The extent to which renewables should dominate Australia’s energy grids is a key issue in science and policy. Solar and wind are undoubtedly now the cheapest form of electricity. But limitations on these technologies could undermine the case for a renewable-only electricity mix.
The challenges presented by solar and wind generators are real. They are essentially variable, producing electricity only when the sun is shining and the wind is blowing. To ensure reliable energy supplies, grids dominated by renewables need “booster” capacity: backup technology that can supply electricity on demand.
Some, including the Albanian government, argue that gas generators are needed to fill the gap. Others, like the Coalition, say renewables can’t “keep the lights on” at all and Australia should pursue nuclear power instead.
But a new way to power the world’s electricity grids is developing rapidly: sodium-ion batteries. This emerging energy storage technology could be a game changer – enabling our grids to run on 100% renewable resources.
Sodium-ion batteries: the pros and cons
Energy storage collects excess energy generated from renewable sources, stores and releases it on demand to help ensure a reliable supply. Such facilities offer short-term or long-term storage (more than 100 hours).
Currently, lithium-ion batteries are the main storage technology, but they are best for short-term storage. Sodium-ion batteries are now almost ready to fill the long-term storage gap.
As the name suggests, sodium-ion batteries contain sodium (symbol Na), an element found in salt. The technology involves the movement of sodium ions between the positive and negative poles, which creates a charge.
The technology used in sodium-ion batteries is similar to that of lithium-ion batteries. In fact, as others have pointed out, factories currently making lithium batteries could easily and cheaply switch to sodium batteries.
And sodium is a much more abundant material than lithium, and potentially cheaper to mine.
Some types of lithium mining require a lot of water and energy and have led to local pollution, such as in the alpine lakes of South America. Contamination issues are far fewer, however, in Australian lithium.
Recycling and disposal of lithium batteries is challenging – although much easier than recycling carbon from fossil fuels.
In terms of performance, sodium batteries hold their charge for much longer than lithium batteries.
But as with any technology, sodium-ion batteries present challenges. Sodium ions are larger and heavier than lithium ions. This means that batteries are less energy dense than their lithium counterparts, and thus require more space and material to store the same amount of charge.
However, this is improving. According to one analysis, the energy density of sodium-based batteries in 2022 was equal to that of low-end lithium-ion batteries a decade ago.
And ongoing research and development means their energy density continues to increase.
Exit to the market
As with all promising technologies, a key question for sodium-ion batteries is when they can be widely commercialized.

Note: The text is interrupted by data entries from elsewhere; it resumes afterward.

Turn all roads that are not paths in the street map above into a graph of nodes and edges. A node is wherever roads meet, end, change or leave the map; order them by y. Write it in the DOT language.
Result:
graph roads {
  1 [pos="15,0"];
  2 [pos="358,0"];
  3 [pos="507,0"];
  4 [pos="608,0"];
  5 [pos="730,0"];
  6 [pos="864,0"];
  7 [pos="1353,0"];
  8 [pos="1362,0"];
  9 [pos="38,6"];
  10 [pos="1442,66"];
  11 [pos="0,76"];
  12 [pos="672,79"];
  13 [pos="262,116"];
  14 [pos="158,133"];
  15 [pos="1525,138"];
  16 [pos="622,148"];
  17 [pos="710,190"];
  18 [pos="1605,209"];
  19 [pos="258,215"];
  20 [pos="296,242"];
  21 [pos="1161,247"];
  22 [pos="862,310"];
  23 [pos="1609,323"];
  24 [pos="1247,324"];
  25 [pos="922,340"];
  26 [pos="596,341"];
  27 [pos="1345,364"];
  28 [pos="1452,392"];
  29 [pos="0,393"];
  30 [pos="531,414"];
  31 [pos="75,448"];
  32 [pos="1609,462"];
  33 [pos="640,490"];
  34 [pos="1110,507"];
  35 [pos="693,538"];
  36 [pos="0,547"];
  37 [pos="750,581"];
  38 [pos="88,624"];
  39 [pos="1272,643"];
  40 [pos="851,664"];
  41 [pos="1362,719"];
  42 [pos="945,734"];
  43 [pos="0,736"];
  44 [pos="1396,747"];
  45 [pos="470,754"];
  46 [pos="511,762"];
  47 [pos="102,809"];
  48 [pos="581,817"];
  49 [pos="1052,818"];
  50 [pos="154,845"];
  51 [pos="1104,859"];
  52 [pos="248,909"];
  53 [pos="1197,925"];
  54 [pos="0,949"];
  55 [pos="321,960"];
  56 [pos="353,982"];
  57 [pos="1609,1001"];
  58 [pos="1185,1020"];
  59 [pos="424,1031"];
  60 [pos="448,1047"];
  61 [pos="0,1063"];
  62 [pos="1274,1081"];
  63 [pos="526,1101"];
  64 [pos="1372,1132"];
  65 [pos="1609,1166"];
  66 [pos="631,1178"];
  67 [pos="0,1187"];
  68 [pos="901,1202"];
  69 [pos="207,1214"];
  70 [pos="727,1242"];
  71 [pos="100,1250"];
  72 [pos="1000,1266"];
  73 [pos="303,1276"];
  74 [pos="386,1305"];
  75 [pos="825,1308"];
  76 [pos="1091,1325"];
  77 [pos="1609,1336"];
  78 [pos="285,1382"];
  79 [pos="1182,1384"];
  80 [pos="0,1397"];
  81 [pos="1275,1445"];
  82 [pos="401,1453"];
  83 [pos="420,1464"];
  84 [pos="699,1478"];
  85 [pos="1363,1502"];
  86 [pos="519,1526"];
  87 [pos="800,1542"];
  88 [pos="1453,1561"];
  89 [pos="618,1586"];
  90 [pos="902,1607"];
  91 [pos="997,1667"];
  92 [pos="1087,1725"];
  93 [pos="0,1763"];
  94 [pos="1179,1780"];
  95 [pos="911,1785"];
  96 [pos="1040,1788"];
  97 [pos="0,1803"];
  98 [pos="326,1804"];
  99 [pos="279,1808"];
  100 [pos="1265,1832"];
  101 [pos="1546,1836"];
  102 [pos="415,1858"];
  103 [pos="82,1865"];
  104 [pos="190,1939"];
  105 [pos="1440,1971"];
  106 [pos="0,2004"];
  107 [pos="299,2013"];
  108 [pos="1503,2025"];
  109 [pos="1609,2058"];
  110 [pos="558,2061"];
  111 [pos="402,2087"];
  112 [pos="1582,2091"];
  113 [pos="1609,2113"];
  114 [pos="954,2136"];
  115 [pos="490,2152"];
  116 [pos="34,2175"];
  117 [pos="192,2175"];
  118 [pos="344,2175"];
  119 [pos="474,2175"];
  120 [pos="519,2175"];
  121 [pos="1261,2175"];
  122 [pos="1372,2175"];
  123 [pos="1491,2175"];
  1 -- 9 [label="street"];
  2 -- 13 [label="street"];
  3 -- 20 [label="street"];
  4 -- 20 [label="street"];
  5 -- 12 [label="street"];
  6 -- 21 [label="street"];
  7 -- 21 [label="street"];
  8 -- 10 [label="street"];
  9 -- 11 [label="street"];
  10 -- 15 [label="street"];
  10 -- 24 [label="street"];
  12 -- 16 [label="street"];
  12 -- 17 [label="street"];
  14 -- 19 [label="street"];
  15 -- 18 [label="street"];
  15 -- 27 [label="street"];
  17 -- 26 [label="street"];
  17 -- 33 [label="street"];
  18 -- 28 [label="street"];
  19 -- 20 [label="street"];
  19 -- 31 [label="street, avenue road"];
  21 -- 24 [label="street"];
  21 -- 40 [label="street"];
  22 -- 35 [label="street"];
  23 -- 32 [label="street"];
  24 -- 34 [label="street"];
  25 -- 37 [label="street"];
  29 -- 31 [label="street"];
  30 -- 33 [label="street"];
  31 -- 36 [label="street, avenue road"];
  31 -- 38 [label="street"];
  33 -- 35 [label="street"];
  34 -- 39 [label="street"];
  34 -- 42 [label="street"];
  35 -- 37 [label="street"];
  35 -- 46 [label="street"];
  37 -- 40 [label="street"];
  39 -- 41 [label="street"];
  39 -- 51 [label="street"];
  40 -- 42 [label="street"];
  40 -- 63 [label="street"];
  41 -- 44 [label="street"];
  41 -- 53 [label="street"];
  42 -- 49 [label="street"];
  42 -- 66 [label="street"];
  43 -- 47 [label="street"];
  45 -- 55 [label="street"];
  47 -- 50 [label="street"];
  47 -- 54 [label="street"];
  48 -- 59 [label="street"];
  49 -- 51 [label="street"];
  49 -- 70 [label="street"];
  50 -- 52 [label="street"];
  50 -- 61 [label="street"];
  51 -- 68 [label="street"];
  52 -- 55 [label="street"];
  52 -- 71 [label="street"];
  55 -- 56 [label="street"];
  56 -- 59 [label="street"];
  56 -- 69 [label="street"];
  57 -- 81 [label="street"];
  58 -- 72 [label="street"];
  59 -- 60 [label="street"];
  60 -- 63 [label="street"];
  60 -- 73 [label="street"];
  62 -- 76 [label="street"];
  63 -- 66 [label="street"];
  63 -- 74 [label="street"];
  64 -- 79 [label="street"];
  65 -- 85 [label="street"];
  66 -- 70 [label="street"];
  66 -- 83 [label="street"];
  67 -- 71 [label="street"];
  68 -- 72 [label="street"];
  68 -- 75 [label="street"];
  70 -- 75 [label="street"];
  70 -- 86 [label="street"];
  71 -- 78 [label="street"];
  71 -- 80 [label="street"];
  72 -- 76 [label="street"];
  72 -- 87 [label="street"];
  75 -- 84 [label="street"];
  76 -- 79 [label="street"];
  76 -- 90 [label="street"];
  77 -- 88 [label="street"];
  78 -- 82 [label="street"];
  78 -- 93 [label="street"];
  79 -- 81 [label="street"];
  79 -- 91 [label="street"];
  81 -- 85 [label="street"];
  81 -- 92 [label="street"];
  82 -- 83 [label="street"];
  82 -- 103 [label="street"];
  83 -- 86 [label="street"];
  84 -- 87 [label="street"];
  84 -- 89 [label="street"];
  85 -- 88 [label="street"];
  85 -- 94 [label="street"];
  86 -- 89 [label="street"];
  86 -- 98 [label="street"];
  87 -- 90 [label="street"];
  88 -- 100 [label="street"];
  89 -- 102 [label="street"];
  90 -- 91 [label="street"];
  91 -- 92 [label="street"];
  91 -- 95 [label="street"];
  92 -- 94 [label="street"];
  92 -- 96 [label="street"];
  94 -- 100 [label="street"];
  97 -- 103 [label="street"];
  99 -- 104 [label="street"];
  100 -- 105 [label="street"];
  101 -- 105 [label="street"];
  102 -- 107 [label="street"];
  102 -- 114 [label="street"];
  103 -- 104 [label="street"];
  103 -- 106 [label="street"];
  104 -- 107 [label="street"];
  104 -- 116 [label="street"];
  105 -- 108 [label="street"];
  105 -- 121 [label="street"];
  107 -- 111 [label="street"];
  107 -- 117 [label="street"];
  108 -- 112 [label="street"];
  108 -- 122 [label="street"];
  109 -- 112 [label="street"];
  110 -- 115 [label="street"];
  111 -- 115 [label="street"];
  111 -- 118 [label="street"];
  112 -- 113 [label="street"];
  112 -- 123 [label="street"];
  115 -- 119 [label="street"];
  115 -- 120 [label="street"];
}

To answer this, we can look at the latest analysis based on a method developed by the Massachusetts Institute of Technology. It suggests that sodium-ion batteries are becoming increasingly cost-competitive – and could thus enter the global market as early as 2027.
The analysis suggested that sodium-ion batteries would soon match the cost of using gas energy as a boost energy source.
Similarly, an assessment by the United States Department of Energy in September last year found that sodium-ion batteries are “expected to take a significant share of the market by 2030”.
He said the technology could become a competitive replacement for lead-acid or lithium-iron phosphate batteries in both small-scale vehicle electrification and “behind-the-meter” applications such as supporting home solar panel systems.
The analysis found that current and planned production of sodium-ion batteries was concentrated in China and Europe, and several major battery manufacturers “were planning large-scale production facilities in the near future.”
They include Chinese electric vehicle company BYD, which has reportedly started building a sodium-ion battery facility in Xuzhou.
In Australia, UK-based battery company Faradion installed small stationary modules in Victoria’s Yarra Valley in 2022.
Keeping our options open
A recent plan from the Australian Energy Market Operator (AEMO) suggests that coal-fired power will be phased out by 2035. But the plan suggests that a significant amount of gas will remain on the grid.
The AEMO analysis did not consider the potential of long-term energy storage to compete with gas. However, the development of technologies such as sodium ion batteries suggests that we should question AEMO’s assumed need for gas in the future.
Disruptive innovations grow quickly and exponentially. We only have to look at the annual growth rates for existing clean energy technologies such as solar (29%), wind (14%), electric vehicles (54%) and battery storage (52%).
The Climate Change Authority is currently assessing Australia’s potential technology transition and emissions pathways as we move towards net zero emissions by 2050. Within the scope of the review is to examine which technologies can be used in each sector to support reducing emissions.
The potential of sodium-ion batteries suggests that policies put forward by the authority should not block polluting options for the electricity sector, such as gas-fired power. Cleaner alternatives are likely to be commercial in a few years – and the stability of our climate depends on planning for them.
Peter Newman, Professor of Sustainability, Curtin University
This article is republished from The Conversation under a Creative Commons license. Read the original article.